• _Work request_: Print each record exactly as it appears, but drop the images.

Images with keypoint coordinates:

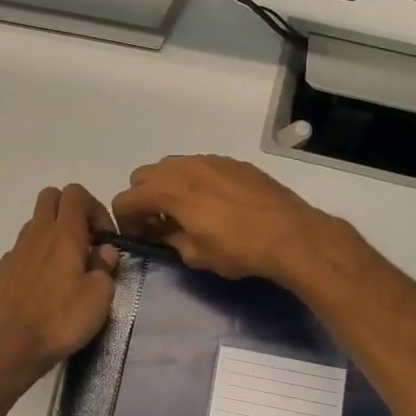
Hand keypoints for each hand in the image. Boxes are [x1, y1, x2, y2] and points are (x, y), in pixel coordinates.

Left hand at [0, 185, 119, 386]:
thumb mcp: (99, 296)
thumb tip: (103, 252)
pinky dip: (36, 259)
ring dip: (53, 235)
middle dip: (71, 211)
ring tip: (67, 270)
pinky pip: (22, 252)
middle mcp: (36, 234)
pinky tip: (43, 289)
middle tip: (85, 242)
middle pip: (51, 197)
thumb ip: (105, 267)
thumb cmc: (61, 320)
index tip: (104, 238)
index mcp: (63, 233)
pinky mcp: (1, 272)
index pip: (76, 193)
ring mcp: (14, 252)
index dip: (95, 208)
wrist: (9, 348)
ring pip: (35, 224)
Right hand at [110, 155, 332, 284]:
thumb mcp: (195, 254)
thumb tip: (159, 232)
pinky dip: (195, 181)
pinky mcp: (232, 162)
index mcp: (167, 190)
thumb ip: (168, 239)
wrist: (290, 233)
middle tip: (159, 223)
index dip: (125, 222)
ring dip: (168, 187)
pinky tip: (215, 203)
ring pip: (172, 166)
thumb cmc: (237, 249)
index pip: (125, 200)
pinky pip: (200, 166)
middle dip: (143, 199)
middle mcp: (183, 167)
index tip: (141, 238)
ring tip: (187, 212)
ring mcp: (209, 160)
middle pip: (143, 176)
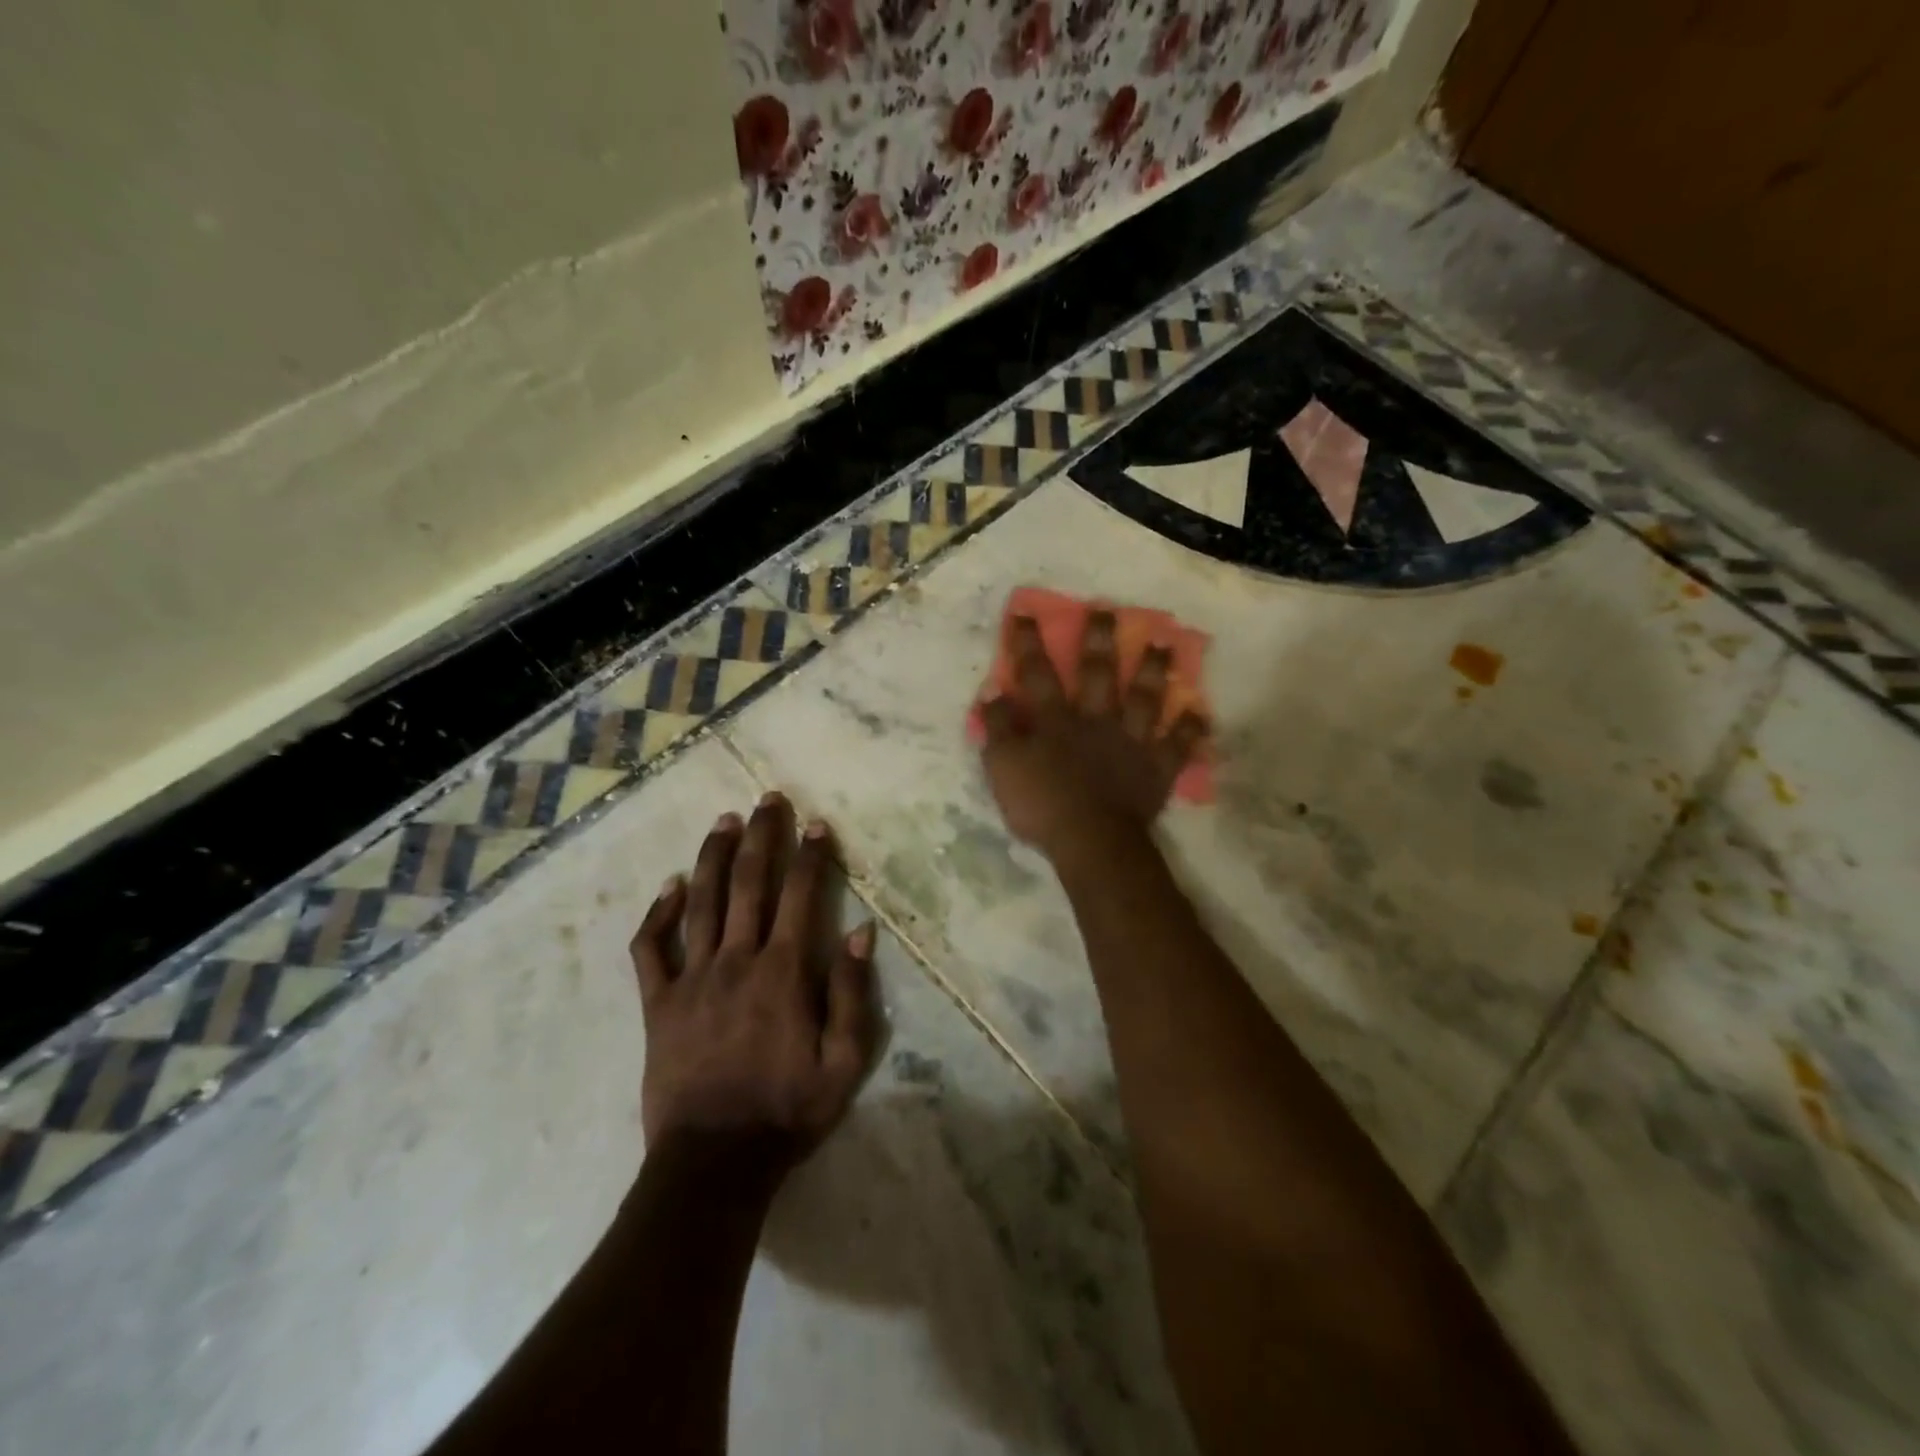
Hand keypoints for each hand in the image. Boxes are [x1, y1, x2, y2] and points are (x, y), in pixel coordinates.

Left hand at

• _Task response_:
Hand keypoints for each hand in the image. Boxes are [x1, y1, x2, y2] and points are (x, y), in pixel coordinates.

Left hand at [0, 185, 119, 386]:
thumb mcp: (99, 296)
thumb tip: (103, 252)
pinky dip: (36, 259)
ring dip: (53, 235)
middle dip: (71, 211)
ring tip: (67, 270)
pinky pip: (22, 252)
middle mcp: (36, 234)
pinky tip: (43, 289)
middle tip: (85, 242)
middle pip: (51, 197)
thumb ip: (105, 267)
thumb cmc: (61, 320)
index tip: (104, 238)
index mcp: (63, 233)
pinky mcp: (1, 272)
index pip: (76, 193)
ring mcp: (14, 252)
index dip: (95, 208)
wrist: (9, 348)
ring pip: (35, 224)
Right hand at [110, 155, 332, 284]:
thumb mcp: (195, 254)
thumb tip: (159, 232)
pinky dip: (195, 181)
pinky mcp: (232, 162)
index mcp: (167, 190)
thumb ip: (168, 239)
wrist: (290, 233)
middle tip: (159, 223)
index dip: (125, 222)
ring dip: (168, 187)
pinky tip: (215, 203)
ring pip: (172, 166)
thumb cmc: (237, 249)
index pip: (125, 200)
pinky pip: (200, 166)
middle dip: (143, 199)
middle mcp: (183, 167)
index tip: (141, 238)
ring tip: (187, 212)
ring mcp: (209, 160)
middle pip: (143, 176)
Hand keypoints for each hand in the image. Boxes are [x1, y1, x2, y2] and points are (x, y), in pixel coordinates.

Left hand at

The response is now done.